> TASK TO COMPLETE
Only the lines with "ابراهيم" in the entries below belong in the answer; please copy them.

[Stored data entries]

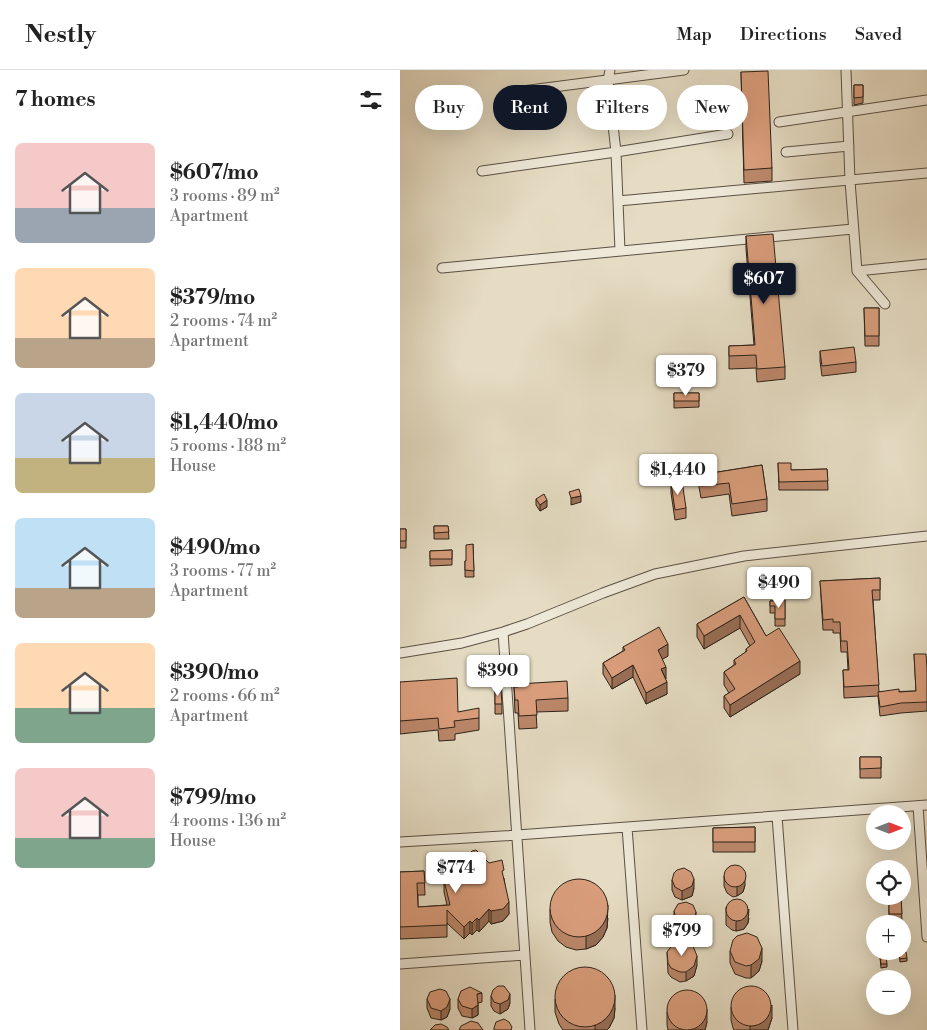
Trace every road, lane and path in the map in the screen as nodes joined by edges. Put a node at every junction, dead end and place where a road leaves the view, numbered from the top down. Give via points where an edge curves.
1 (610, 70) edge
2 (684, 70) edge
3 (846, 70) edge
4 (608, 80) junction
5 (567, 85) edge
6 (927, 100) edge
7 (848, 112) junction
8 (779, 122) dead end
9 (728, 134) dead end
10 (849, 146) junction
11 (616, 152) junction
12 (786, 152) dead end
13 (482, 171) dead end
14 (927, 173) edge
15 (850, 181) junction
16 (618, 200) junction
17 (853, 229) junction
18 (620, 251) junction
19 (927, 264) edge
20 (442, 268) dead end
21 (857, 271) junction
22 (885, 304) dead end
23 (927, 536) edge
24 (503, 632) junction
25 (400, 653) edge
26 (923, 805) edge
27 (777, 816) junction
28 (627, 827) junction
29 (517, 835) junction
30 (400, 842) edge
31 (927, 938) edge
32 (525, 955) junction
33 (400, 964) edge
34 (530, 1030) edge
35 (642, 1030) edge
36 (793, 1030) edge

1 - 4 lane
2 - 4 lane
3 - 7 lane
4 - 5 lane
4 - 11 lane
6 - 7 lane
7 - 8 lane
7 - 10 lane
9 - 11 lane
10 - 12 lane
10 - 15 lane
11 - 13 lane
11 - 16 lane
14 - 15 lane
15 - 16 lane
15 - 17 lane
16 - 18 lane
17 - 18 lane
17 - 21 lane
18 - 20 lane
19 - 21 lane
21 - 22 lane
23 - 24 lane via 744,556 655,574
24 - 25 lane via 462,643
24 - 29 lane
26 - 27 lane
26 - 31 lane
27 - 28 lane
27 - 36 lane
28 - 29 lane
28 - 35 lane
29 - 30 lane
29 - 32 lane
32 - 33 lane
32 - 34 lane

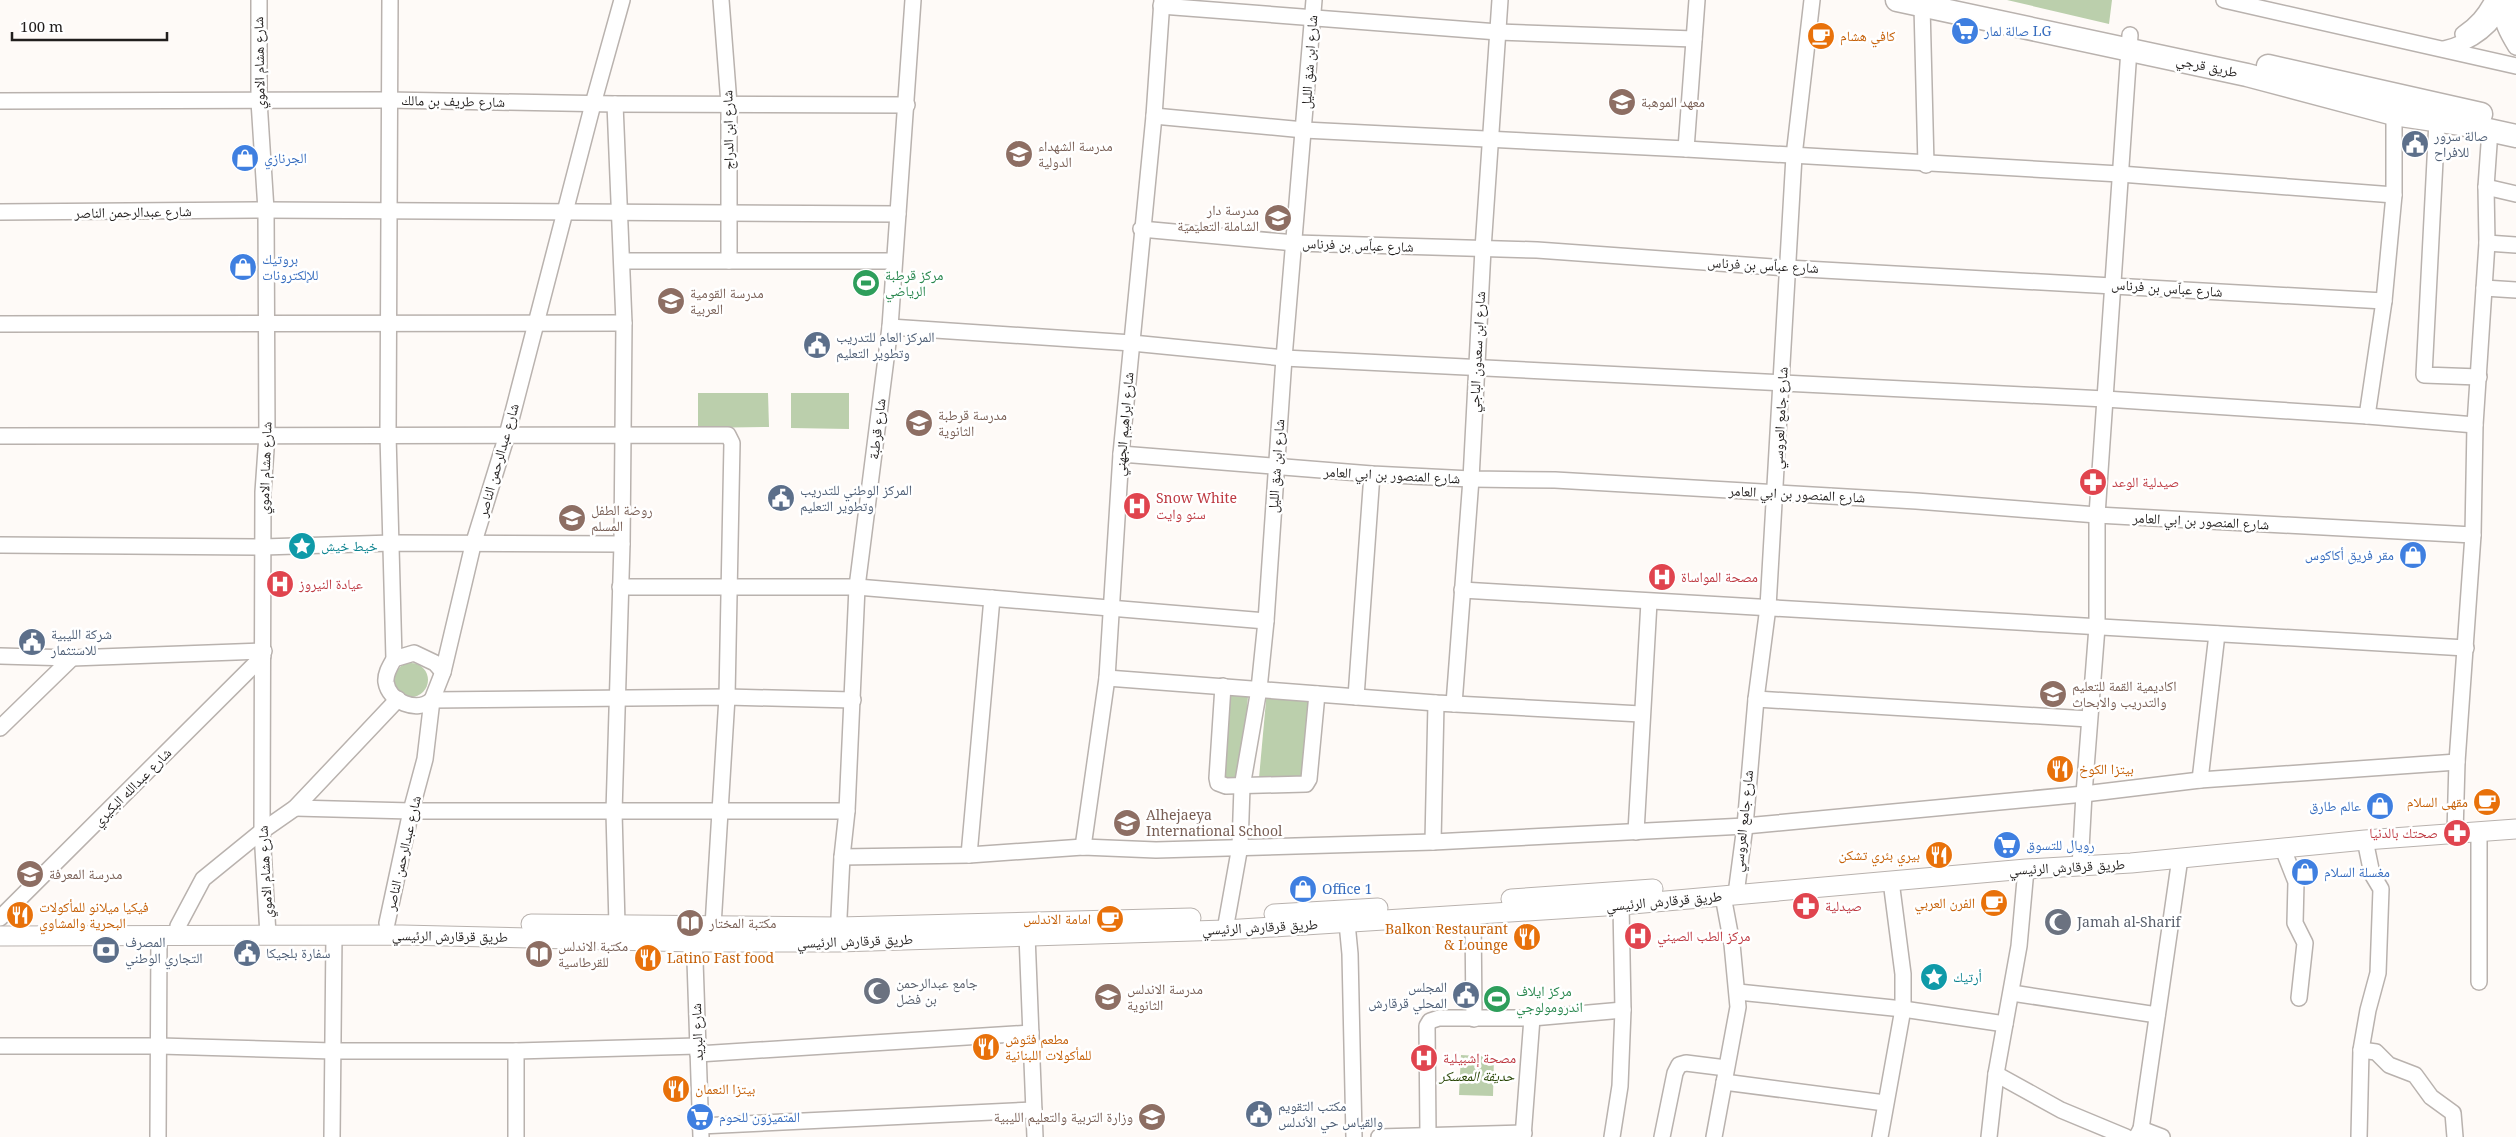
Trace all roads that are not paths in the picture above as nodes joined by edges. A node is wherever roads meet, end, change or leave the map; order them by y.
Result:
1 (258, 0) edge
2 (390, 0) edge
3 (622, 0) edge
4 (720, 0) edge
5 (913, 0) edge
6 (1314, 0) edge
7 (1500, 0) edge
8 (1698, 0) edge
9 (1812, 0) edge
10 (1897, 0) edge
11 (1967, 0) edge
12 (2224, 0) edge
13 (2514, 0) edge
14 (1161, 3) edge
15 (2500, 3) edge
16 (2258, 4) edge
17 (1922, 6) junction
18 (1312, 19) junction
19 (2516, 25) edge
20 (1498, 32) junction
21 (1694, 40) junction
22 (2130, 42) junction
23 (2516, 47) edge
24 (2438, 48) junction
25 (2516, 66) edge
26 (0, 100) edge
27 (388, 100) junction
28 (258, 101) junction
29 (593, 104) junction
30 (614, 104) junction
31 (730, 104) junction
32 (907, 105) junction
33 (2394, 114) junction
34 (1154, 116) junction
35 (2437, 121) junction
36 (2516, 121) edge
37 (1304, 130) junction
38 (2490, 130) junction
39 (2516, 136) edge
40 (1492, 140) junction
41 (1686, 149) junction
42 (1794, 156) junction
43 (1926, 165) junction
44 (2120, 174) junction
45 (2486, 187) junction
46 (2516, 194) edge
47 (2394, 196) junction
48 (266, 210) junction
49 (388, 211) junction
50 (0, 212) edge
51 (565, 212) junction
52 (621, 212) junction
53 (728, 213) junction
54 (898, 214) junction
55 (1141, 229) junction
56 (1295, 242) junction
57 (2487, 243) junction
58 (2516, 245) edge
59 (1483, 249) junction
60 (623, 261) junction
61 (728, 261) junction
62 (894, 261) junction
63 (1787, 268) junction
64 (2114, 284) junction
65 (2484, 288) junction
66 (2516, 290) edge
67 (2384, 301) junction
68 (624, 323) junction
69 (0, 324) edge
70 (265, 324) junction
71 (389, 324) junction
72 (536, 325) junction
73 (890, 327) junction
74 (1132, 343) junction
75 (1284, 358) junction
76 (1476, 366) junction
77 (2479, 377) junction
78 (1781, 382) junction
79 (2105, 399) junction
80 (2367, 416) junction
81 (2476, 425) junction
82 (388, 435) junction
83 (507, 435) junction
84 (622, 435) junction
85 (0, 436) edge
86 (267, 436) junction
87 (1120, 454) junction
88 (1276, 468) junction
89 (1372, 474) junction
90 (1471, 480) junction
91 (1776, 493) junction
92 (2097, 515) junction
93 (2473, 535) junction
94 (392, 544) junction
95 (622, 544) junction
96 (0, 545) edge
97 (474, 545) junction
98 (262, 547) junction
99 (620, 587) junction
100 (730, 587) junction
101 (857, 587) junction
102 (1462, 590) junction
103 (992, 598) junction
104 (1649, 602) junction
105 (1112, 607) junction
106 (1768, 607) junction
107 (1266, 621) junction
108 (2097, 627) junction
109 (2217, 634) junction
110 (2466, 648) junction
111 (264, 653) junction
112 (0, 656) edge
113 (72, 658) junction
114 (394, 659) junction
115 (443, 672) junction
116 (1107, 678) junction
117 (1223, 686) junction
118 (1259, 689) junction
119 (1317, 694) junction
120 (616, 697) junction
121 (727, 697) junction
122 (1356, 697) junction
123 (398, 699) junction
124 (1756, 699) junction
125 (432, 700) junction
126 (853, 700) junction
127 (1436, 703) junction
128 (1454, 704) junction
129 (1642, 714) junction
130 (2089, 719) junction
131 (0, 728) edge
132 (2457, 762) junction
133 (2200, 780) junction
134 (1242, 787) junction
135 (2084, 794) junction
136 (295, 808) junction
137 (720, 811) junction
138 (847, 811) junction
139 (411, 812) junction
140 (614, 812) junction
141 (2516, 819) edge
142 (1745, 826) junction
143 (2516, 828) edge
144 (2455, 829) junction
145 (262, 831) junction
146 (1636, 832) junction
147 (2479, 832) junction
148 (2365, 840) junction
149 (1433, 842) junction
150 (1240, 846) junction
151 (1083, 847) junction
152 (2283, 849) junction
153 (969, 855) junction
154 (842, 857) junction
155 (2180, 858) junction
156 (2080, 861) junction
157 (2026, 869) junction
158 (1891, 881) junction
159 (1732, 891) junction
160 (1621, 905) junction
161 (1473, 915) junction
162 (0, 918) edge
163 (387, 923) junction
164 (1226, 923) junction
165 (1347, 923) junction
166 (0, 925) edge
167 (617, 925) junction
168 (178, 926) junction
169 (713, 926) junction
170 (268, 931) junction
171 (839, 934) junction
172 (334, 935) junction
173 (694, 935) junction
174 (1027, 935) junction
175 (0, 936) edge
176 (160, 936) junction
177 (2479, 982) dead end
178 (1738, 992) junction
179 (2012, 993) junction
180 (2299, 998) dead end
181 (1903, 1009) junction
182 (1623, 1010) junction
183 (2157, 1015) junction
184 (1532, 1018) junction
185 (1474, 1019) junction
186 (2005, 1024) junction
187 (1031, 1033) junction
188 (0, 1046) edge
189 (160, 1046) junction
190 (698, 1050) junction
191 (2361, 1050) junction
192 (333, 1051) junction
193 (516, 1051) junction
194 (1996, 1074) junction
195 (1725, 1075) junction
196 (1885, 1103) junction
197 (1034, 1110) junction
198 (700, 1132) edge
199 (2138, 1133) edge
200 (1428, 1134) junction
201 (1523, 1135) edge
202 (158, 1137) edge
203 (332, 1137) edge
204 (516, 1137) edge
205 (1035, 1137) edge
206 (1354, 1137) edge
207 (1379, 1137) edge
208 (1612, 1137) edge
209 (1662, 1137) edge
210 (1714, 1137) edge
211 (1880, 1137) edge
212 (1988, 1137) edge
213 (2126, 1137) edge
214 (2162, 1137) edge
215 (2359, 1137) edge
216 (2455, 1137) edge

1 - 28 street, شارع هشام الاموي
2 - 27 street
3 - 29 street, شارع عبدالرحمن الناصر
4 - 31 street, شارع ابن الدراج
5 - 32 street, شارع قرطبة
6 - 18 street, شارع ابن شق الليل
7 - 20 street, شارع ابن سعدون الباجي
8 - 21 street
9 - 42 street, شارع جامع العروسي
10 - 17 highway, طريق قرجي
11 - 22 highway, طريق قرجي
12 - 16 street
13 - 19 street
14 - 18 street
14 - 34 street, شارع ابراهيم الجهني
15 - 23 street
15 - 24 street
16 - 24 street
17 - 22 highway, طريق قرجي
17 - 43 street
18 - 20 street
18 - 37 street, شارع ابن شق الليل
20 - 21 street
20 - 40 street, شارع ابن سعدون الباجي
21 - 41 street
22 - 33 highway, طريق قرجي
22 - 36 highway, طريق قرجي
22 - 44 street
24 - 25 street
26 - 28 street, شارع طريف بن مالك
27 - 28 street, شارع طريف بن مالك
27 - 29 street, شارع طريف بن مالك
27 - 49 street
28 - 48 street, شارع هشام الاموي
29 - 30 street, شارع طريف بن مالك
29 - 51 street, شارع عبدالرحمن الناصر
30 - 31 street, شارع طريف بن مالك
30 - 52 street
31 - 32 street, شارع طريف بن مالك
31 - 53 street, شارع ابن الدراج
32 - 54 street, شارع قرطبة
33 - 35 highway, طريق قرجي
33 - 47 street
34 - 37 street
34 - 55 street, شارع ابراهيم الجهني
35 - 38 highway, طريق قرجي
35 - 77 street
37 - 40 street
37 - 56 street, شارع ابن شق الليل
38 - 39 highway, طريق قرجي
38 - 45 street
40 - 41 street
40 - 59 street, شارع ابن سعدون الباجي
41 - 42 street
42 - 43 street
42 - 63 street, شارع جامع العروسي
43 - 44 street
44 - 47 street
44 - 64 street
45 - 46 street
45 - 57 street
47 - 67 street
48 - 49 street, شارع عبدالرحمن الناصر
48 - 50 street, شارع عبدالرحمن الناصر
48 - 70 street, شارع هشام الاموي
49 - 51 street, شارع عبدالرحمن الناصر
49 - 71 street
51 - 52 street, شارع عبدالرحمن الناصر
51 - 72 street, شارع عبدالرحمن الناصر
52 - 53 street, شارع عبدالرحمن الناصر
52 - 60 street
53 - 54 street, شارع عبدالرحمن الناصر
53 - 61 street, شارع ابن الدراج
54 - 62 street, شارع قرطبة
55 - 56 street, شارع عباّس بن فرناس
55 - 74 street, شارع ابراهيم الجهني
56 - 59 street, شارع عباّس بن فرناس
56 - 75 street, شارع ابن شق الليل
57 - 58 street
57 - 65 street
59 - 63 street, شارع عباّس بن فرناس
59 - 76 street, شارع ابن سعدون الباجي
60 - 61 street
60 - 68 street
61 - 62 street
62 - 73 street, شارع قرطبة
63 - 64 street, شارع عباّس بن فرناس
63 - 78 street, شارع جامع العروسي
64 - 67 street, شارع عباّس بن فرناس
64 - 79 street
65 - 66 street
65 - 77 street
67 - 80 street
68 - 72 street
68 - 84 street
69 - 70 street
70 - 71 street
70 - 86 street, شارع هشام الاموي
71 - 72 street
71 - 82 street
72 - 83 street, شارع عبدالرحمن الناصر
73 - 74 street
73 - 101 street, شارع قرطبة
74 - 75 street
74 - 87 street, شارع ابراهيم الجهني
75 - 76 street
75 - 88 street, شارع ابن شق الليل
76 - 78 street
76 - 90 street, شارع ابن سعدون الباجي
77 - 81 street
78 - 79 street
78 - 91 street, شارع جامع العروسي
79 - 80 street
79 - 92 street
80 - 81 street
81 - 93 street
82 - 83 street
82 - 86 street
82 - 94 street
83 - 84 street
83 - 97 street, شارع عبدالرحمن الناصر
84 - 95 street
84 - 100 street
85 - 86 street
86 - 98 street, شارع هشام الاموي
87 - 88 street, شارع المنصور بن ابي العامر
87 - 105 street, شارع ابراهيم الجهني
88 - 89 street, شارع المنصور بن ابي العامر
88 - 107 street, شارع ابن شق الليل
89 - 90 street, شارع المنصور بن ابي العامر
89 - 122 street
90 - 91 street, شارع المنصور بن ابي العامر
90 - 102 street, شارع ابن سعدون الباجي
91 - 92 street, شارع المنصور بن ابي العامر
91 - 106 street, شارع جامع العروسي
92 - 93 street, شارع المنصور بن ابي العامر
92 - 108 street
93 - 110 street
94 - 97 street
94 - 98 street
94 - 114 street
95 - 97 street
95 - 99 street
96 - 98 street
97 - 115 street, شارع عبدالرحمن الناصر
98 - 111 street, شارع هشام الاموي
99 - 100 street
99 - 120 street
100 - 101 street
100 - 121 street
101 - 103 street
101 - 126 street, شارع قرطبة
102 - 104 street
102 - 128 street, شارع ابن سعدون الباجي
103 - 105 street
103 - 153 street
104 - 106 street
104 - 129 street
105 - 107 street
105 - 116 street, شارع ابراهيم الجهني
106 - 108 street
106 - 124 street, شارع جامع العروسي
107 - 118 street, شارع ابن شق الليل
108 - 109 street
108 - 130 street
109 - 110 street
109 - 133 street
110 - 132 street
111 - 113 street
111 - 145 street, شارع هشام الاموي
111 - 162 street, شارع عبدالله البكيري
112 - 113 street
113 - 131 street
114 - 115 street
114 - 123 street
115 - 125 street, شارع عبدالرحمن الناصر
116 - 117 street
116 - 151 street, شارع ابراهيم الجهني
117 - 118 street
117 - 134 street
118 - 119 street
118 - 134 street, شارع ابن شق الليل
119 - 122 street
119 - 134 street
120 - 121 street
120 - 125 street
120 - 140 street
121 - 126 street
121 - 137 street
122 - 127 street
123 - 125 street
123 - 136 street
124 - 130 street
124 - 142 street, شارع جامع العروسي
125 - 139 street, شارع عبدالرحمن الناصر
126 - 138 street, شارع قرطبة
127 - 128 street
127 - 149 street
128 - 129 street
129 - 146 street
130 - 135 street
132 - 133 street
132 - 144 street
133 - 135 street
134 - 150 street, شارع ابن شق الليل
135 - 142 street
135 - 156 street
136 - 139 street
136 - 145 street
137 - 138 street
137 - 140 street
137 - 169 street
138 - 154 street, شارع قرطبة
139 - 140 street
139 - 163 street, شارع عبدالرحمن الناصر
140 - 167 street
141 - 144 main road, طريق قرقارش الرئيسي
142 - 146 street
142 - 159 street, شارع جامع العروسي
143 - 147 main road, طريق قرقارش الرئيسي
144 - 147 main road, طريق قرقارش الرئيسي
144 - 148 main road, طريق قرقارش الرئيسي
144 - 156 main road, طريق قرقارش الرئيسي
145 - 168 street
145 - 170 street, شارع هشام الاموي
146 - 149 street
147 - 177 street
148 - 152 main road, طريق قرقارش الرئيسي
148 - 191 street
149 - 150 street
150 - 151 street
150 - 164 street, شارع ابن شق الليل
151 - 153 street
152 - 155 main road, طريق قرقارش الرئيسي
152 - 180 street
153 - 154 street
154 - 171 street, شارع قرطبة
155 - 156 main road, طريق قرقارش الرئيسي
155 - 183 street
156 - 157 main road, طريق قرقارش الرئيسي
156 - 159 main road, طريق قرقارش الرئيسي
157 - 158 main road, طريق قرقارش الرئيسي
157 - 179 street
158 - 159 main road, طريق قرقارش الرئيسي
158 - 181 street
159 - 160 main road, طريق قرقارش الرئيسي
159 - 164 main road, طريق قرقارش الرئيسي
159 - 178 street, شارع جامع العروسي
160 - 161 main road, طريق قرقارش الرئيسي
160 - 182 street
161 - 165 main road, طريق قرقارش الرئيسي
161 - 185 street
163 - 167 main road, طريق قرقارش الرئيسي
163 - 170 main road, طريق قرقارش الرئيسي
164 - 165 main road, طريق قرقارش الرئيسي
164 - 171 main road, طريق قرقارش الرئيسي
164 - 174 main road, طريق قرقارش الرئيسي
165 - 206 street
166 - 168 main road, طريق قرقارش الرئيسي
167 - 173 main road, طريق قرقارش الرئيسي
168 - 170 main road, طريق قرقارش الرئيسي
169 - 171 main road, طريق قرقارش الرئيسي
169 - 173 main road, طريق قرقارش الرئيسي
170 - 172 main road, طريق قرقارش الرئيسي
170 - 176 main road, طريق قرقارش الرئيسي
171 - 173 main road, طريق قرقارش الرئيسي
171 - 174 main road, طريق قرقارش الرئيسي
172 - 173 main road, طريق قرقارش الرئيسي
172 - 192 street
173 - 190 street, شارع البريد
174 - 187 street
175 - 176 main road, طريق قرقارش الرئيسي
176 - 189 street
178 - 181 street
178 - 195 street, شارع جامع العروسي
179 - 183 street
179 - 186 street
181 - 186 street
181 - 196 street
182 - 184 street
182 - 208 street
183 - 199 street
184 - 185 street
184 - 201 street
185 - 200 street
186 - 194 street
187 - 190 street
187 - 197 street
188 - 189 street
189 - 192 street
189 - 202 street
190 - 193 street
190 - 198 street, شارع البريد
191 - 215 street
191 - 216 street
192 - 193 street
192 - 203 street
193 - 204 street
194 - 212 street
194 - 213 street
195 - 196 street
195 - 209 street
195 - 210 street, شارع جامع العروسي
196 - 211 street
197 - 198 street
197 - 205 street
199 - 214 street
200 - 201 street
200 - 207 street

> WRITTEN RESPONSE
14 - 34 street, شارع ابراهيم الجهني
34 - 55 street, شارع ابراهيم الجهني
55 - 74 street, شارع ابراهيم الجهني
74 - 87 street, شارع ابراهيم الجهني
87 - 105 street, شارع ابراهيم الجهني
105 - 116 street, شارع ابراهيم الجهني
116 - 151 street, شارع ابراهيم الجهني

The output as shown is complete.